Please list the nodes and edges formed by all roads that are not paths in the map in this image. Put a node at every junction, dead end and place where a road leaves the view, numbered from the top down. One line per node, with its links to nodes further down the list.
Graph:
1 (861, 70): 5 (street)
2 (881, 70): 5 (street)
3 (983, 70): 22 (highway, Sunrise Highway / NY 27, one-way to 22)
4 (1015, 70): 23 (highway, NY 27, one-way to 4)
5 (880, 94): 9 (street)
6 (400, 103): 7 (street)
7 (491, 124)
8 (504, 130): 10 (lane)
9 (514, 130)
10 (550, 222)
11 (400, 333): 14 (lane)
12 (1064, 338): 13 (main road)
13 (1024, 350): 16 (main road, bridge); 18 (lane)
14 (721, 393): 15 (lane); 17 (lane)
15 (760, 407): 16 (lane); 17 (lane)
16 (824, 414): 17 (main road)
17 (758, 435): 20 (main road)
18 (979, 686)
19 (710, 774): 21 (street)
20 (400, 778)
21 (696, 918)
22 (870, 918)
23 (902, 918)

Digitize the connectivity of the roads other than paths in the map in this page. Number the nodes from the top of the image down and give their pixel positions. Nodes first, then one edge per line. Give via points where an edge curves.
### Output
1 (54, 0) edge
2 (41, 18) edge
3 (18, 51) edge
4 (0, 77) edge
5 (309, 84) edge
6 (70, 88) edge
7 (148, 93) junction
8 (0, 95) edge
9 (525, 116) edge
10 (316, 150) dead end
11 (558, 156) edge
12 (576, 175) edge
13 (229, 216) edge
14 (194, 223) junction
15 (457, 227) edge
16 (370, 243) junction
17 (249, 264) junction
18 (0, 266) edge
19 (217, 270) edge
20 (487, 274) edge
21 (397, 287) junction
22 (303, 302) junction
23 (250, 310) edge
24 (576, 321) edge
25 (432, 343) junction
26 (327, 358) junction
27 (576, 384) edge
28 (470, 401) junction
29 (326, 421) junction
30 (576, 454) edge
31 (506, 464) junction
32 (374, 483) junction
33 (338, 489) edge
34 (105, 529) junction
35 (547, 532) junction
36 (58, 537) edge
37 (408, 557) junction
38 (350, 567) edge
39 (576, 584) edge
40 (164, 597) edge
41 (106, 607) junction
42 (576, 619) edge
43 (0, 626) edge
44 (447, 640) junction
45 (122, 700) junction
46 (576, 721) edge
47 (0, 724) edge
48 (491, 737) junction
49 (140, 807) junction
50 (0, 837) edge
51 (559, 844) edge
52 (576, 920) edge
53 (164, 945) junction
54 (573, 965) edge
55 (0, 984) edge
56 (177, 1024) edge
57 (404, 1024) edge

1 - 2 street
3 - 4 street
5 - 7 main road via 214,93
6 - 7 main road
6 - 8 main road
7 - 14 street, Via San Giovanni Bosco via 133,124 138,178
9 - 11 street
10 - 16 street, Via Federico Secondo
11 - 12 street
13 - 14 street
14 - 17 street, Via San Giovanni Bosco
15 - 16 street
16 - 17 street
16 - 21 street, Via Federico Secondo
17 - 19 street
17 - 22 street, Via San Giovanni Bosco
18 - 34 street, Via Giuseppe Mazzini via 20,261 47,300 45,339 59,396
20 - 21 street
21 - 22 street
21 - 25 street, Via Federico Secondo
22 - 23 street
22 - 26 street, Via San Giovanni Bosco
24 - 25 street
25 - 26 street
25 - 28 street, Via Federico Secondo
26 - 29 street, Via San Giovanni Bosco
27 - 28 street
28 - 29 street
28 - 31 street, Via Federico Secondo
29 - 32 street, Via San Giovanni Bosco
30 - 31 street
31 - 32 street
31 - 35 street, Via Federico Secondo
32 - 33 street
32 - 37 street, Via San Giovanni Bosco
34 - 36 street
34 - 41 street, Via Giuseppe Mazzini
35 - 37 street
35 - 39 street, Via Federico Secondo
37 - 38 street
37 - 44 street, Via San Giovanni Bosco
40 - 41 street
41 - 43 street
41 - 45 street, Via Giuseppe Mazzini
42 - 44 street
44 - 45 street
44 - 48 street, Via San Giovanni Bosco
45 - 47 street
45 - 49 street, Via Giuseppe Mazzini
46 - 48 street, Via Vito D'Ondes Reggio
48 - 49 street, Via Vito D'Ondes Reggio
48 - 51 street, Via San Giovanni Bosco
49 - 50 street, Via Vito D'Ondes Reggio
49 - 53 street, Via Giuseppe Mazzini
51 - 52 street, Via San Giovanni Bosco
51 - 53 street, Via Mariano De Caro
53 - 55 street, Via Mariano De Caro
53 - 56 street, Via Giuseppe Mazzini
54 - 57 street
========
What the task asks. Repeat the data precisely, line by line.

Solution below.
Please list the nodes and edges formed by all roads that are not paths in the map in this image. Put a node at every junction, dead end and place where a road leaves the view, numbered from the top down. One line per node, with its links to nodes further down the list.
Graph:
1 (861, 70): 5 (street)
2 (881, 70): 5 (street)
3 (983, 70): 22 (highway, Sunrise Highway / NY 27, one-way to 22)
4 (1015, 70): 23 (highway, NY 27, one-way to 4)
5 (880, 94): 9 (street)
6 (400, 103): 7 (street)
7 (491, 124)
8 (504, 130): 10 (lane)
9 (514, 130)
10 (550, 222)
11 (400, 333): 14 (lane)
12 (1064, 338): 13 (main road)
13 (1024, 350): 16 (main road, bridge); 18 (lane)
14 (721, 393): 15 (lane); 17 (lane)
15 (760, 407): 16 (lane); 17 (lane)
16 (824, 414): 17 (main road)
17 (758, 435): 20 (main road)
18 (979, 686)
19 (710, 774): 21 (street)
20 (400, 778)
21 (696, 918)
22 (870, 918)
23 (902, 918)

Digitize the connectivity of the roads other than paths in the map in this page. Number the nodes from the top of the image down and give their pixel positions. Nodes first, then one edge per line. Give via points where an edge curves.
### Output
1 (54, 0) edge
2 (41, 18) edge
3 (18, 51) edge
4 (0, 77) edge
5 (309, 84) edge
6 (70, 88) edge
7 (148, 93) junction
8 (0, 95) edge
9 (525, 116) edge
10 (316, 150) dead end
11 (558, 156) edge
12 (576, 175) edge
13 (229, 216) edge
14 (194, 223) junction
15 (457, 227) edge
16 (370, 243) junction
17 (249, 264) junction
18 (0, 266) edge
19 (217, 270) edge
20 (487, 274) edge
21 (397, 287) junction
22 (303, 302) junction
23 (250, 310) edge
24 (576, 321) edge
25 (432, 343) junction
26 (327, 358) junction
27 (576, 384) edge
28 (470, 401) junction
29 (326, 421) junction
30 (576, 454) edge
31 (506, 464) junction
32 (374, 483) junction
33 (338, 489) edge
34 (105, 529) junction
35 (547, 532) junction
36 (58, 537) edge
37 (408, 557) junction
38 (350, 567) edge
39 (576, 584) edge
40 (164, 597) edge
41 (106, 607) junction
42 (576, 619) edge
43 (0, 626) edge
44 (447, 640) junction
45 (122, 700) junction
46 (576, 721) edge
47 (0, 724) edge
48 (491, 737) junction
49 (140, 807) junction
50 (0, 837) edge
51 (559, 844) edge
52 (576, 920) edge
53 (164, 945) junction
54 (573, 965) edge
55 (0, 984) edge
56 (177, 1024) edge
57 (404, 1024) edge

1 - 2 street
3 - 4 street
5 - 7 main road via 214,93
6 - 7 main road
6 - 8 main road
7 - 14 street, Via San Giovanni Bosco via 133,124 138,178
9 - 11 street
10 - 16 street, Via Federico Secondo
11 - 12 street
13 - 14 street
14 - 17 street, Via San Giovanni Bosco
15 - 16 street
16 - 17 street
16 - 21 street, Via Federico Secondo
17 - 19 street
17 - 22 street, Via San Giovanni Bosco
18 - 34 street, Via Giuseppe Mazzini via 20,261 47,300 45,339 59,396
20 - 21 street
21 - 22 street
21 - 25 street, Via Federico Secondo
22 - 23 street
22 - 26 street, Via San Giovanni Bosco
24 - 25 street
25 - 26 street
25 - 28 street, Via Federico Secondo
26 - 29 street, Via San Giovanni Bosco
27 - 28 street
28 - 29 street
28 - 31 street, Via Federico Secondo
29 - 32 street, Via San Giovanni Bosco
30 - 31 street
31 - 32 street
31 - 35 street, Via Federico Secondo
32 - 33 street
32 - 37 street, Via San Giovanni Bosco
34 - 36 street
34 - 41 street, Via Giuseppe Mazzini
35 - 37 street
35 - 39 street, Via Federico Secondo
37 - 38 street
37 - 44 street, Via San Giovanni Bosco
40 - 41 street
41 - 43 street
41 - 45 street, Via Giuseppe Mazzini
42 - 44 street
44 - 45 street
44 - 48 street, Via San Giovanni Bosco
45 - 47 street
45 - 49 street, Via Giuseppe Mazzini
46 - 48 street, Via Vito D'Ondes Reggio
48 - 49 street, Via Vito D'Ondes Reggio
48 - 51 street, Via San Giovanni Bosco
49 - 50 street, Via Vito D'Ondes Reggio
49 - 53 street, Via Giuseppe Mazzini
51 - 52 street, Via San Giovanni Bosco
51 - 53 street, Via Mariano De Caro
53 - 55 street, Via Mariano De Caro
53 - 56 street, Via Giuseppe Mazzini
54 - 57 street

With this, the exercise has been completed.